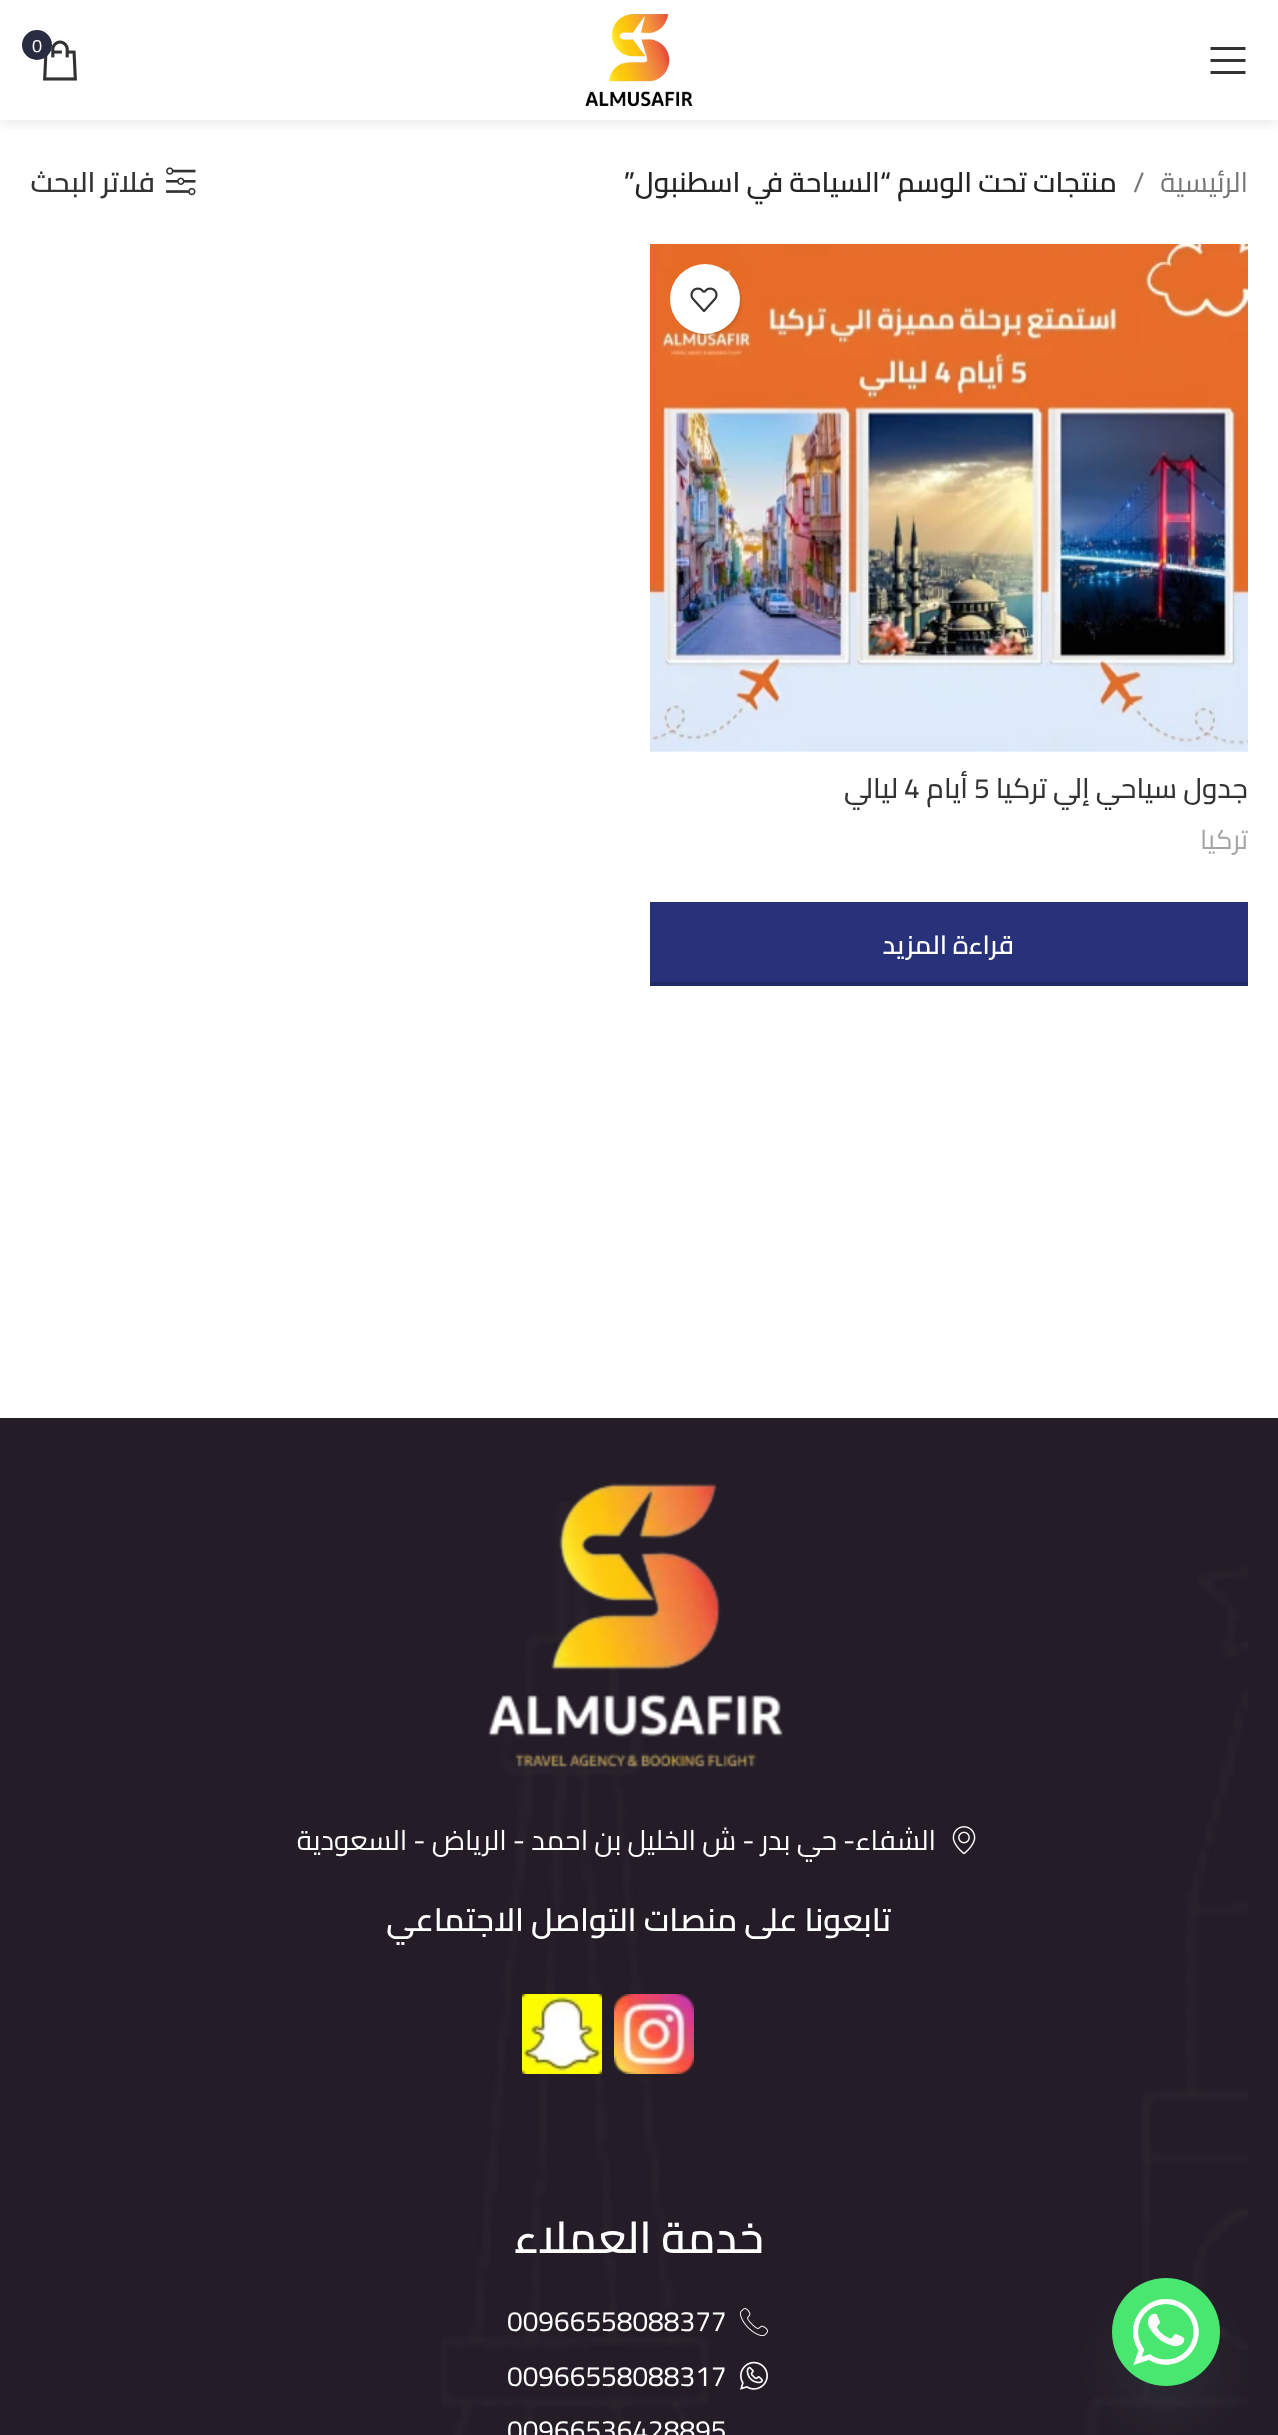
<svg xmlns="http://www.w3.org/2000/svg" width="1278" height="2435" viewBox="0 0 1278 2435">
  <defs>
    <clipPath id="clip1"><rect x="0" y="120" width="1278" height="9"/></clipPath>
    <filter id="blur1" x="-50%" y="-200%" width="200%" height="500%"><feGaussianBlur stdDeviation="8"/></filter>
    <filter id="blur2" x="-50%" y="-200%" width="200%" height="500%"><feGaussianBlur stdDeviation="1"/></filter>
    <clipPath id="clip2"><rect x="650" y="770" width="598" height="40"/></clipPath>
    <filter id="blur3" x="-50%" y="-200%" width="200%" height="500%"><feGaussianBlur stdDeviation="24"/></filter>
  </defs>
  <rect width="100%" height="100%" fill="#ffffff"/>
  <g clip-path="url(#clip1)">
    <rect x="0" y="2" width="1278" height="120" fill="#000000" fill-opacity="0.1" filter="url(#blur1)"/>
  </g>
  <path d="M1210.5 50H1245.5V47H1210.5ZM1210.5 62H1245.5V59H1210.5ZM1210.5 74H1245.5V71H1210.5Z" fill="#333333"/>
  <image x="585" y="14" width="108" height="93" href="img1.png"/>
  <image x="43" y="40" width="34" height="41" href="img2.png"/>
  <circle cx="37" cy="45" r="15" fill="#292b41"/>
  <text x="32" y="52" font-family="Cairo" font-size="18" fill="#ffffff">0</text>
  <text x="1248" y="192" font-family="Cairo" font-size="28" direction="rtl" fill="#767676">الرئيسية</text>
  <text x="1133" y="192" font-family="Cairo" font-size="28" fill="#767676">/</text>
  <text x="1117" y="192" font-family="Cairo" font-size="28" font-weight="600" direction="rtl" fill="#242424">منتجات تحت الوسم “السياحة في اسطنبول”</text>
  <image x="166" y="167" width="30" height="29" href="img3.png"/>
  <text x="155" y="192" font-family="Cairo" font-size="28" font-weight="600" direction="rtl" fill="#333333">فلاتر البحث</text>
  <image x="650" y="244" width="598" height="508" href="img4.png"/>
  <rect x="672" y="266" width="70" height="70" rx="35" fill="#000000" fill-opacity="0.1" filter="url(#blur2)"/>
  <circle cx="705" cy="299" r="35" fill="#ffffff"/>
  <image x="690" y="287" width="28" height="25" href="img5.png"/>
  <g clip-path="url(#clip2)">
    <text x="1248" y="798" font-family="Cairo" font-size="28" font-weight="500" direction="rtl" fill="#333333">جدول سياحي إلي تركيا</text>
  </g>
  <text x="974" y="798" font-family="Cairo" font-size="28" font-weight="500" fill="#333333">5</text>
  <text x="968" y="798" font-family="Cairo" font-size="28" font-weight="500" direction="rtl" fill="#333333">أيام</text>
  <text x="904" y="798" font-family="Cairo" font-size="28" font-weight="500" fill="#333333">4</text>
  <g clip-path="url(#clip2)">
    <text x="898" y="798" font-family="Cairo" font-size="28" font-weight="500" direction="rtl" fill="#333333">ليالي</text>
  </g>
  <text x="1248" y="849" font-family="Cairo" font-size="27" direction="rtl" fill="#a5a5a5">تركيا</text>
  <rect x="650" y="902" width="598" height="80" fill="#28327a"/>
  <rect x="650" y="982" width="598" height="4" fill="#222b68"/>
  <text x="1014" y="954" font-family="Cairo" font-size="26" font-weight="600" direction="rtl" fill="#ffffff">قراءة المزيد</text>
  <rect x="0" y="1418" width="1278" height="1017" fill="#241c26"/>
  <image x="441" y="1501" width="807" height="934" href="img6.png"/>
  <image x="488" y="1483" width="295" height="285" href="img7.png"/>
  <image x="952" y="1826" width="24" height="29" href="img8.png"/>
  <text x="936" y="1850" font-family="Cairo" font-size="28" direction="rtl" fill="#ffffff">الشفاء- حي بدر - ش الخليل بن احمد - الرياض - السعودية</text>
  <text x="891" y="1931" font-family="Cairo" font-size="32" font-weight="600" direction="rtl" fill="#ffffff">تابعونا على منصات التواصل الاجتماعي</text>
  <image x="614" y="1994" width="80" height="80" href="img9.png"/>
  <image x="522" y="1994" width="80" height="80" href="img10.png"/>
  <text x="764" y="2253" font-family="Cairo" font-size="44" font-weight="600" direction="rtl" fill="#ffffff">خدمة العملاء</text>
  <image x="740" y="2308" width="28" height="29" href="img11.png"/>
  <text x="507" y="2331" font-family="Cairo" font-size="28" fill="#ffffff">00966558088377</text>
  <image x="740" y="2361" width="28" height="29" href="img12.png"/>
  <text x="507" y="2386" font-family="Cairo" font-size="28" fill="#ffffff">00966558088317</text>
  <text x="507" y="2440" font-family="Cairo" font-size="28" fill="#ffffff">00966536428895</text>
  <rect x="1112" y="2310" width="108" height="108" rx="54" fill="#49687e" fill-opacity="0.16" filter="url(#blur3)"/>
  <image x="1112" y="2278" width="108" height="108" href="img13.png"/>
</svg>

◆ Directions:
Go through the entries above and report each line with the string "تركيا" in it.

◆ Answer for the task:
    <text x="1248" y="798" font-family="Cairo" font-size="28" font-weight="500" direction="rtl" fill="#333333">جدول سياحي إلي تركيا</text>
  <text x="1248" y="849" font-family="Cairo" font-size="27" direction="rtl" fill="#a5a5a5">تركيا</text>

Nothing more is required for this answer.